Этот массовый и почти стихийный антисемитизм искал своего обоснования. Прямая защита антисемитизма была, правда, затруднена в Советском Союзе, так как советское правительство не без основания видело в антисемитизме возможное орудие контрреволюции. Всё же в 20-ых годах запрет антисемитизма не носил такого абсолютного характера, чтобы сделать невозможной публичную аргументацию в пользу антисемитизма. В качестве образца такой публичной защиты, формально полу-защиты антисемитизма приведу выдержку из речи проф. Юрия В. Ключникова на митинге, посвященном еврейскому вопросу, состоявшемся в Москве, в помещении консерватории, 2-го декабря 1926 года (Цитировано по стенограмме речи Ключникова Лариным, стр. 124–125. Часть стенограммы была напечатана в «Рабочей Москве» от 7-го декабря 1926 года.).
«…Уже февральская революция (1917 года) установила равноправие всех граждан России, в том числе и евреев. Октябрьская революция пошла еще дальше. Русская нация проявила самоотречение. Создалось определенное несоответствие между количественным составом (евреев) в Союзе и теми местами, которые в городах временно евреи заняли…
Вы видите, как по всей Москве настроились мелкие будочки с хлебом и колбасой, являющиеся еврейскими. Вот вам первоисточник этого недовольства: мы здесь в своем городе, а к нам приезжают и стесняют нас. Когда русские видят, как русские же женщины, старики и дети мерзнут по 9–11 часов на улице, мокнут под дождем над ларьком Моссельпрома, и когда они видят эти сравнительно теплые (еврейские) ларьки с хлебом и колбасой, у них появляется ощущение недовольства…
Это явление упускать из виду нельзя. С этим нужно считаться. У жителей больших городов может явиться это сторожкое чувство, поскольку страшно нарушена пропорция и в государственном строительстве и в практической жизни и в других областях между численным составом (евреев) и населением. Если бы у нас в Москве не было жилищного кризиса — масса людей теснится в помещении, где нельзя совершенно жить; а в то же время вы видите, как люди приезжают из других частей страны и занимают жилую площадь. Это приезжие евреи…
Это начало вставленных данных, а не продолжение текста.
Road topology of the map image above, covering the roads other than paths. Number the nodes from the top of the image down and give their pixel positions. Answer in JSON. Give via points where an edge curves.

Дело не в антисемитизме, а в том, что растет национальное недовольство, национальная сторожкость, настороженность других наций. На это не надо закрывать глаза. То, что скажет русский русскому, того он еврею не скажет. Массы говорят, что слишком много евреев в Москве. С этим считайтесь, но не называйте это антисемитизмом».
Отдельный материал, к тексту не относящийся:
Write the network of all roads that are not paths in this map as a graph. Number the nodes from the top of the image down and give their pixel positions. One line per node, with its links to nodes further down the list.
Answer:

В этой речи нашли свое выражение три основных аргумента советского антисемитизма этого периода:
а) Евреи пользуются привилегированным положением в советском государстве: «уже февральская революция установила равноправие» евреев; «октябрьская революция пошла еще [!] дальше» [!], т. е. создала для евреев привилегированное положение за счет «русской нации», которая «проявила самоотречение». Это аргумент о господстве евреев в советском аппарате и в компартии, легший — главным образом, в антисемитских кругах заграницей — в основу «теории» о «иудео-большевизме».
б) Евреи создают конкуренцию русскому населению. Правда, у Ключникова евреи, продающие на лотках хлеб и колбасу, конкурируют, главным образом, не с такими же лотошниками не-евреями, а с лотками Моссельпрома, т. е. государственной торговой организации, причем условия работы еврейских лотошников оказываются несравненно лучше условий работы в госторговле, что вызывает зависть не-евреев.
в) Наплыв евреев в крупные городские центры резко ухудшает и без того тяжелый жилищный кризис.
Как видно из приведенных выше данных об антисемитских проявлениях, к этим аргументам следует прибавить еще два, игравших в этот период значительную роль в арсенале антисемитизма.
г) Евреи ищут легкого заработка, уклоняясь от тяжелого физического труда.
И аргумент прямо противоположный только что изложенному:
д) Евреи тянутся к земле, отнимая ее у крестьян-не-евреев.
В рамках этой работы нет возможности подробно анализировать приведенные аргументы. Достаточно ограничиться несколькими фактическими замечаниями, облегчающими критическую оценку советского антисемитизма.